U.S. Senator Ron Wyden warned that foreign governments are spying on smartphone users by compelling Apple and Google to turn over push notification records
Anyone could explain how push messages work? Let's think about WhatsApp or Signal notifications, they contains lots of data, even if we think only about metadata, that is also a lot, if you try to find someone and examine tons of anonymous pushes to find 'that needed' ones? Seems possible. Um..
For android, Google uses Firebase Cloud Messaging, basically a server that pings the phone when a notification for an app is available, which wakes the app up to receive the notification. There are alternatives but they need to be adopted by app devs for them to work.
For people running a degoogled android, they'll notice most apps won't receive any notifications until they open the apps since most apps rely on Google Play Services to receive a ping from FCM.
I don't have any google play services so most of my apps don't give me push notifications but I do have WhatsApp installed and that still receives notifications, they're sometimes delayed by a few minutes which makes me think Meta have their own implementation/alternative to FCM but I'm not sure.
For Signal, their servers tell Googles FCM servers that you have notifications waiting on Signals servers and to wake up your Signal app so it can communicate with Signals servers to receive your messages.
WhatsApp and Signal claim/have end-end encryption on their messages but that shouldn't matter when specifically looking at Googles FCM servers so, at most it would be meta data that could be obtained from the FCM servers.
https://jami.net/unifiedpush/ has a pretty basic explanation of push notifications on android and also showcases an alternative to FCM https://unifiedpush.org/ which has a nice little diagram about push notifications on android. Unfortunately, Unifiedpush is not widely adopted by many applications.
So there are ways to avoid Googles FCM servers on android using Unifiedpush or always having the application on in the background but for the most part FCM is used.
Apps can implement their own form of push notifications -- most privacy-respecting ones already do. However, it's an endeavor that's too much effort for the average dev, so they default to using the existing FCM service instead.
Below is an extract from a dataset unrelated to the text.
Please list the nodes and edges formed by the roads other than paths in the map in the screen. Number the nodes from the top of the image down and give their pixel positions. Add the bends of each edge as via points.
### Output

I'm pretty sure Element stays active in the background, it may have asked you to turn off battery optimisation and have a silent notification always active. This decreases battery life which is why most apps don't do this but it allows the app to constantly ping the server to check for new messages and is one way around using FCM.
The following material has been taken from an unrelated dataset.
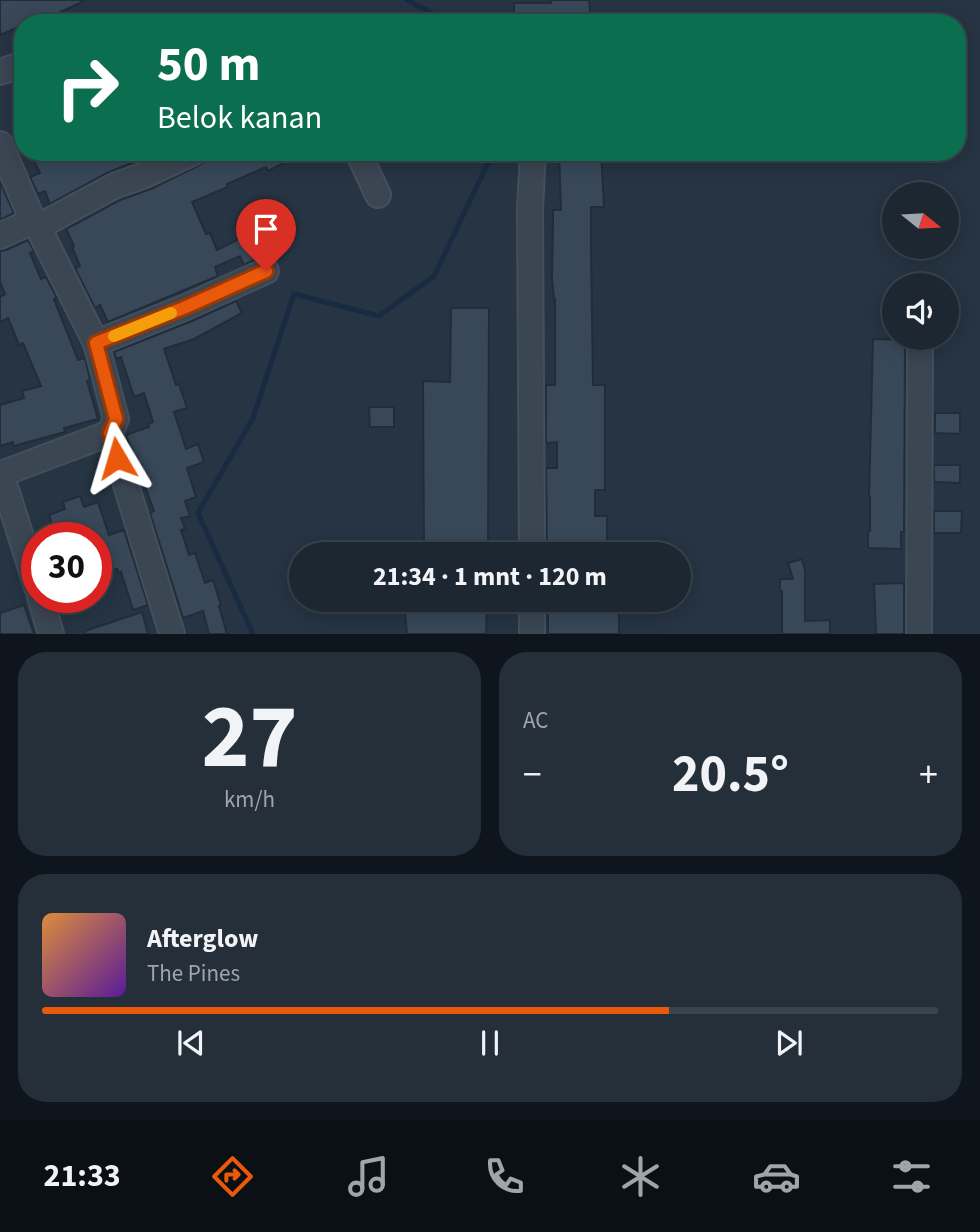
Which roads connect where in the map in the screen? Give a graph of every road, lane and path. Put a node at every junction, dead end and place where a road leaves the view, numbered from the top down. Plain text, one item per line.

Fair email uses https://en.m.wikipedia.org/wiki/IMAP_IDLE instead of FCM, I'm no expert and this is just my guess but it seems to also need the app to run in the background for this to work.
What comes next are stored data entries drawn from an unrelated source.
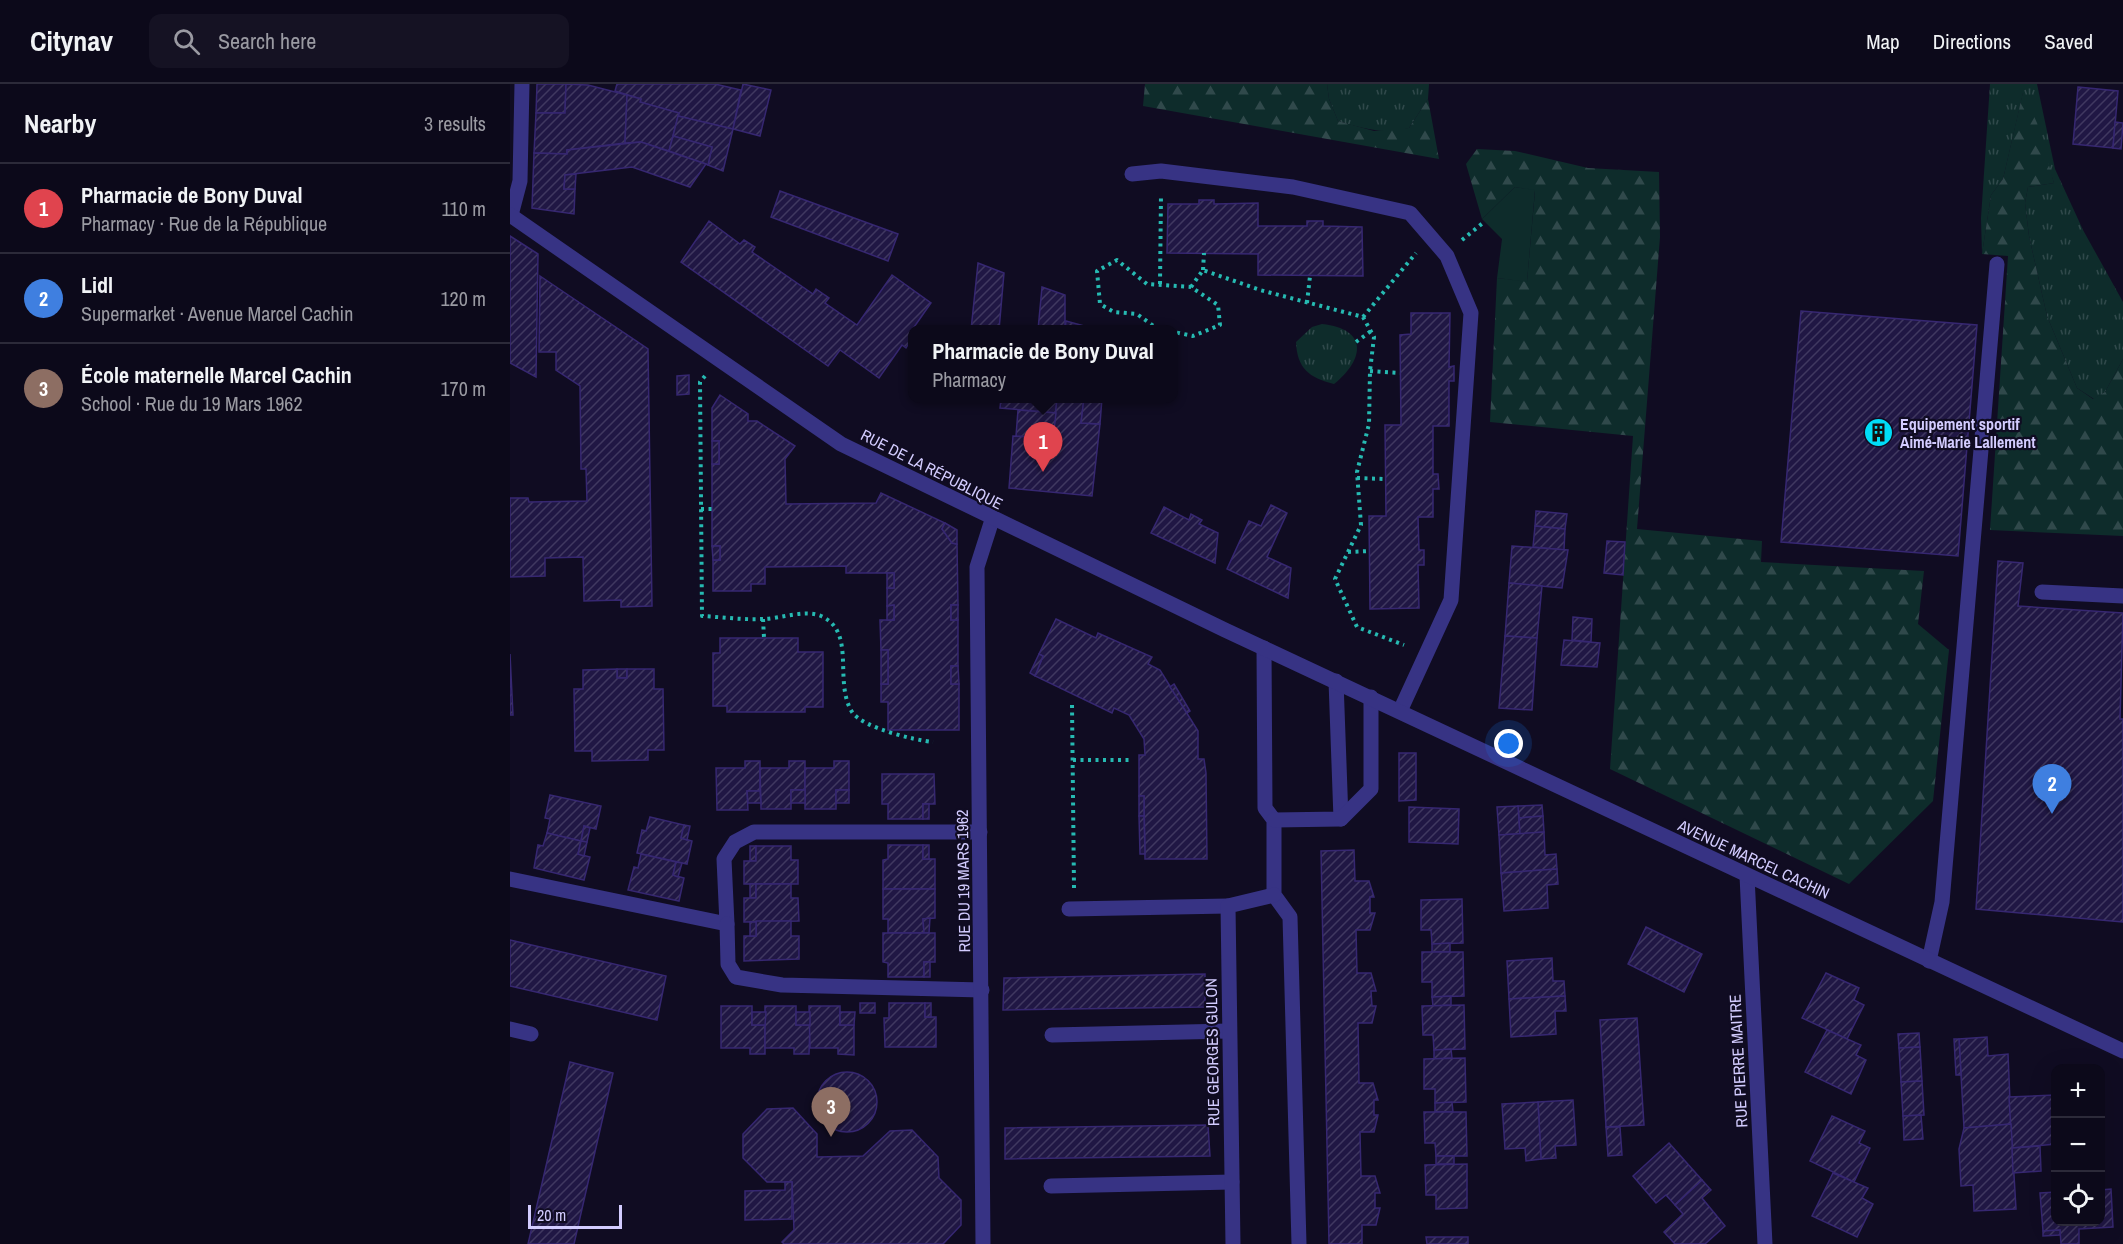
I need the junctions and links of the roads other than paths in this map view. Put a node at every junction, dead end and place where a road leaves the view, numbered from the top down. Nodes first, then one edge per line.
1 (522, 84) edge
2 (1132, 174) dead end
3 (511, 215) edge
4 (1996, 264) dead end
5 (992, 520) junction
6 (2042, 592) dead end
7 (2123, 596) edge
8 (1264, 648) junction
9 (1336, 681) junction
10 (1371, 697) junction
11 (1400, 711) junction
12 (1341, 819) junction
13 (1274, 820) junction
14 (980, 832) junction
15 (1747, 876) junction
16 (510, 879) edge
17 (1274, 895) junction
18 (1228, 906) junction
19 (1072, 909) road end
20 (727, 924) junction
21 (1929, 961) junction
22 (982, 990) junction
23 (510, 1029) edge
24 (1229, 1031) junction
25 (531, 1034) dead end
26 (1052, 1035) dead end
27 (2123, 1051) edge
28 (1232, 1182) junction
29 (1051, 1186) dead end
30 (983, 1244) edge
31 (1233, 1244) edge
32 (1299, 1244) edge
33 (1765, 1244) edge

1 - 3 street
2 - 11 street
3 - 5 street, RUE DE LA RÉPUBLIQUE
4 - 21 street
5 - 8 street, RUE DE LA RÉPUBLIQUE
5 - 14 street, RUE DU 19 MARS 1962
6 - 7 street
8 - 9 street, RUE DE LA RÉPUBLIQUE
8 - 13 street
9 - 10 street, RUE DE LA RÉPUBLIQUE
9 - 12 street
10 - 11 street, AVENUE MARCEL CACHIN
10 - 12 street
11 - 15 street, AVENUE MARCEL CACHIN
12 - 13 street
13 - 17 street
14 - 20 street
14 - 22 street, RUE DU 19 MARS 1962
15 - 21 street, AVENUE MARCEL CACHIN
15 - 33 street, RUE PIERRE MAITRE
16 - 20 street
17 - 18 street
17 - 32 street
18 - 19 street
18 - 24 street, RUE GEORGES GULON
20 - 22 street
21 - 27 street, AVENUE MARCEL CACHIN
22 - 30 street, RUE DU 19 MARS 1962
23 - 25 street
24 - 26 street
24 - 28 street, RUE GEORGES GULON
28 - 29 street
28 - 31 street, RUE GEORGES GULON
Silence is SMS and MMS only and so doesn't use internet and so has no need for FCM or any alternative anyway
Curious about this too. From what I could find, for those it seems like the push is being used to wake up the app and tell it to connect to the server where it grabs the data and then creates the notification locally. Even if a bare minimum is used there is room for traffic analysis, and I imagine Google can easily tell the app being targeted for the push, but it shouldn't mean the contents of the displayed notification are necessarily what was sent through the server. It's hard to find info without digging because consumer-facing stuff just calls every notification a push notification.
The alternative is an app keeping a constant connection open to the server, which understandably mobile OSs don't like. With push only the one service needs to keep an open connection to provide updates for all the apps.